··· Stored data ···
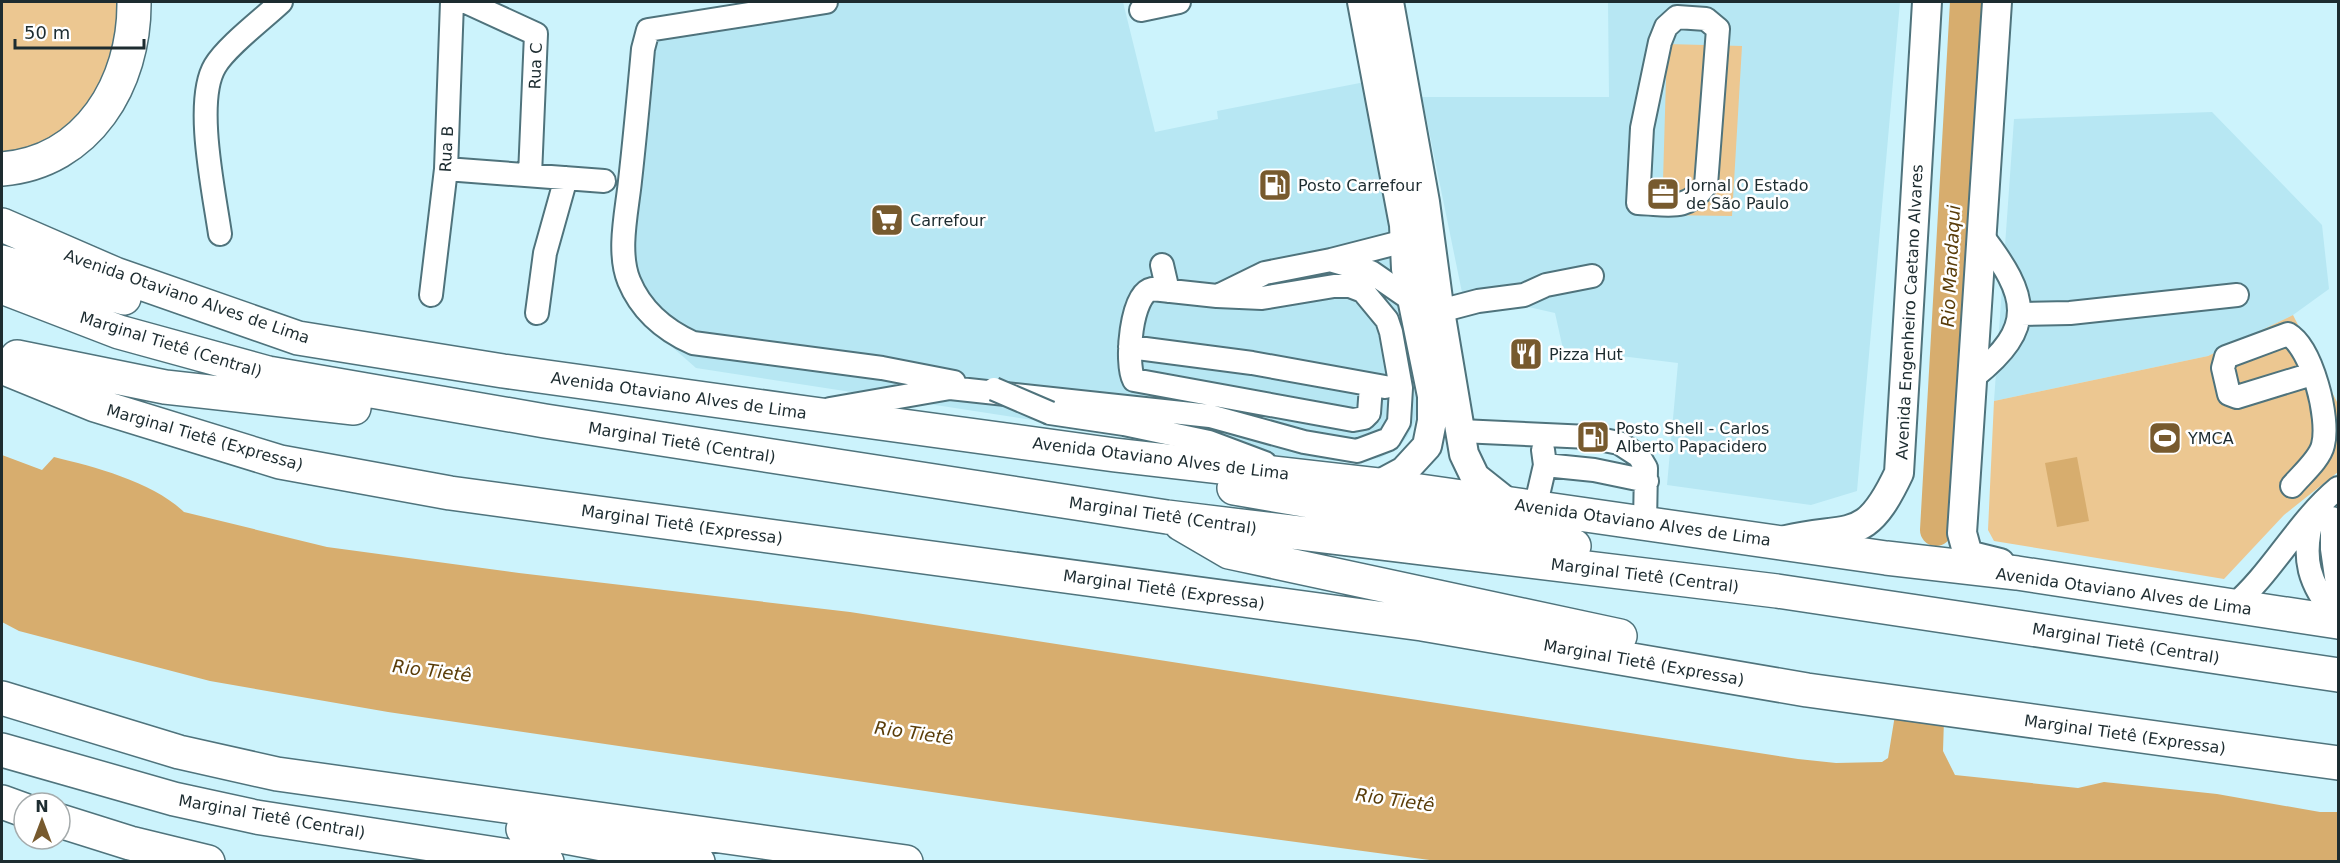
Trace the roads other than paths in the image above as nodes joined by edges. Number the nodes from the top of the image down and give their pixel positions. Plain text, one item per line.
1 (134, 2) edge
2 (281, 2) edge
3 (452, 2) edge
4 (466, 2) edge
5 (826, 2) edge
6 (1179, 2) edge
7 (1362, 2) edge
8 (1389, 2) edge
9 (1927, 2) edge
10 (1997, 2) edge
11 (1141, 10) dead end
12 (2, 169) edge
13 (446, 169) junction
14 (530, 175) junction
15 (566, 178) junction
16 (604, 181) dead end
17 (1638, 203) joint
18 (2, 225) edge
19 (220, 234) dead end
20 (1983, 237) junction
21 (1418, 242) junction
22 (1331, 260) junction
23 (2, 262) edge
24 (1162, 265) dead end
25 (1592, 276) dead end
26 (2, 287) edge
27 (1168, 291) junction
28 (1421, 292) junction
29 (2237, 295) dead end
30 (431, 296) dead end
31 (1216, 296) junction
32 (537, 314) dead end
33 (2021, 314) junction
34 (298, 338) junction
35 (1130, 347) junction
36 (2, 353) edge
37 (2, 367) edge
38 (1335, 369) dead end
39 (2312, 375) dead end
40 (1974, 377) junction
41 (1400, 380) junction
42 (1371, 386) junction
43 (807, 413) junction
44 (545, 421) junction
45 (1542, 436) junction
46 (1462, 443) junction
47 (1427, 446) junction
48 (1115, 455) junction
49 (1545, 465) junction
50 (1295, 474) junction
51 (1647, 481) junction
52 (1378, 485) junction
53 (2292, 486) dead end
54 (2338, 488) edge
55 (1522, 506) junction
56 (2329, 515) edge
57 (1167, 517) junction
58 (1645, 524) junction
59 (1781, 541) junction
60 (2017, 573) junction
61 (1777, 591) junction
62 (2335, 606) edge
63 (2232, 607) junction
64 (2338, 675) edge
65 (1807, 690) junction
66 (2, 698) edge
67 (2, 750) edge
68 (2338, 763) edge
69 (420, 794) junction
70 (296, 824) junction
71 (72, 825) edge
72 (208, 861) edge
73 (412, 861) edge
74 (547, 861) edge
75 (698, 861) edge
76 (906, 861) edge

1 - 12 highway
2 - 19 street
3 - 13 street, Rua B
4 - 14 street, Rua C
5 - 50 street, bridge
6 - 11 street
7 - 21 main road
8 - 21 main road
9 - 59 main road, Avenida Engenheiro Caetano Alvares
10 - 20 main road
13 - 14 street
13 - 30 street, Rua B
14 - 15 street
15 - 16 street
15 - 32 street
17 - 17 street
18 - 34 highway, Avenida Otaviano Alves de Lima
20 - 33 street
20 - 40 main road
21 - 22 street
21 - 28 main road
21 - 28 main road
22 - 28 street
22 - 31 street
23 - 34 highway
24 - 27 street
25 - 28 street
26 - 44 highway, Marginal Tietê (Central)
27 - 31 street
27 - 35 street
28 - 46 main road
28 - 47 main road
29 - 33 street
31 - 41 street
33 - 40 street
34 - 43 highway, Avenida Otaviano Alves de Lima
35 - 42 street
35 - 42 street
36 - 44 highway
37 - 65 highway, Marginal Tietê (Expressa)
38 - 41 street
39 - 53 street
40 - 60 main road
41 - 42 street
41 - 43 street
43 - 48 highway, Avenida Otaviano Alves de Lima
44 - 57 highway, Marginal Tietê (Central)
45 - 46 street
45 - 49 street
45 - 51 street
46 - 47 main road
46 - 55 main road
47 - 52 main road
48 - 50 highway, Avenida Otaviano Alves de Lima
48 - 61 highway
49 - 51 street
49 - 55 street
50 - 52 highway, Avenida Otaviano Alves de Lima
51 - 58 street
52 - 55 highway, Avenida Otaviano Alves de Lima
54 - 56 street
55 - 58 highway, Avenida Otaviano Alves de Lima
56 - 62 street
56 - 63 street
57 - 61 highway, Marginal Tietê (Central)
57 - 65 highway
58 - 59 highway, Avenida Otaviano Alves de Lima
59 - 60 highway, Avenida Otaviano Alves de Lima
60 - 63 highway, Avenida Otaviano Alves de Lima
61 - 64 highway, Marginal Tietê (Central)
62 - 63 highway, Avenida Otaviano Alves de Lima
65 - 68 highway, Marginal Tietê (Expressa)
66 - 69 highway
67 - 70 highway, Marginal Tietê (Central)
69 - 75 highway
69 - 76 highway
70 - 73 highway
70 - 74 highway, Marginal Tietê (Central)
71 - 72 highway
···
● **What this task involves**
Leave the images out and print each entry exactly.

● **Answer to the problem**
Trace the roads other than paths in the image above as nodes joined by edges. Number the nodes from the top of the image down and give their pixel positions. Plain text, one item per line.
1 (134, 2) edge
2 (281, 2) edge
3 (452, 2) edge
4 (466, 2) edge
5 (826, 2) edge
6 (1179, 2) edge
7 (1362, 2) edge
8 (1389, 2) edge
9 (1927, 2) edge
10 (1997, 2) edge
11 (1141, 10) dead end
12 (2, 169) edge
13 (446, 169) junction
14 (530, 175) junction
15 (566, 178) junction
16 (604, 181) dead end
17 (1638, 203) joint
18 (2, 225) edge
19 (220, 234) dead end
20 (1983, 237) junction
21 (1418, 242) junction
22 (1331, 260) junction
23 (2, 262) edge
24 (1162, 265) dead end
25 (1592, 276) dead end
26 (2, 287) edge
27 (1168, 291) junction
28 (1421, 292) junction
29 (2237, 295) dead end
30 (431, 296) dead end
31 (1216, 296) junction
32 (537, 314) dead end
33 (2021, 314) junction
34 (298, 338) junction
35 (1130, 347) junction
36 (2, 353) edge
37 (2, 367) edge
38 (1335, 369) dead end
39 (2312, 375) dead end
40 (1974, 377) junction
41 (1400, 380) junction
42 (1371, 386) junction
43 (807, 413) junction
44 (545, 421) junction
45 (1542, 436) junction
46 (1462, 443) junction
47 (1427, 446) junction
48 (1115, 455) junction
49 (1545, 465) junction
50 (1295, 474) junction
51 (1647, 481) junction
52 (1378, 485) junction
53 (2292, 486) dead end
54 (2338, 488) edge
55 (1522, 506) junction
56 (2329, 515) edge
57 (1167, 517) junction
58 (1645, 524) junction
59 (1781, 541) junction
60 (2017, 573) junction
61 (1777, 591) junction
62 (2335, 606) edge
63 (2232, 607) junction
64 (2338, 675) edge
65 (1807, 690) junction
66 (2, 698) edge
67 (2, 750) edge
68 (2338, 763) edge
69 (420, 794) junction
70 (296, 824) junction
71 (72, 825) edge
72 (208, 861) edge
73 (412, 861) edge
74 (547, 861) edge
75 (698, 861) edge
76 (906, 861) edge

1 - 12 highway
2 - 19 street
3 - 13 street, Rua B
4 - 14 street, Rua C
5 - 50 street, bridge
6 - 11 street
7 - 21 main road
8 - 21 main road
9 - 59 main road, Avenida Engenheiro Caetano Alvares
10 - 20 main road
13 - 14 street
13 - 30 street, Rua B
14 - 15 street
15 - 16 street
15 - 32 street
17 - 17 street
18 - 34 highway, Avenida Otaviano Alves de Lima
20 - 33 street
20 - 40 main road
21 - 22 street
21 - 28 main road
21 - 28 main road
22 - 28 street
22 - 31 street
23 - 34 highway
24 - 27 street
25 - 28 street
26 - 44 highway, Marginal Tietê (Central)
27 - 31 street
27 - 35 street
28 - 46 main road
28 - 47 main road
29 - 33 street
31 - 41 street
33 - 40 street
34 - 43 highway, Avenida Otaviano Alves de Lima
35 - 42 street
35 - 42 street
36 - 44 highway
37 - 65 highway, Marginal Tietê (Expressa)
38 - 41 street
39 - 53 street
40 - 60 main road
41 - 42 street
41 - 43 street
43 - 48 highway, Avenida Otaviano Alves de Lima
44 - 57 highway, Marginal Tietê (Central)
45 - 46 street
45 - 49 street
45 - 51 street
46 - 47 main road
46 - 55 main road
47 - 52 main road
48 - 50 highway, Avenida Otaviano Alves de Lima
48 - 61 highway
49 - 51 street
49 - 55 street
50 - 52 highway, Avenida Otaviano Alves de Lima
51 - 58 street
52 - 55 highway, Avenida Otaviano Alves de Lima
54 - 56 street
55 - 58 highway, Avenida Otaviano Alves de Lima
56 - 62 street
56 - 63 street
57 - 61 highway, Marginal Tietê (Central)
57 - 65 highway
58 - 59 highway, Avenida Otaviano Alves de Lima
59 - 60 highway, Avenida Otaviano Alves de Lima
60 - 63 highway, Avenida Otaviano Alves de Lima
61 - 64 highway, Marginal Tietê (Central)
62 - 63 highway, Avenida Otaviano Alves de Lima
65 - 68 highway, Marginal Tietê (Expressa)
66 - 69 highway
67 - 70 highway, Marginal Tietê (Central)
69 - 75 highway
69 - 76 highway
70 - 73 highway
70 - 74 highway, Marginal Tietê (Central)
71 - 72 highway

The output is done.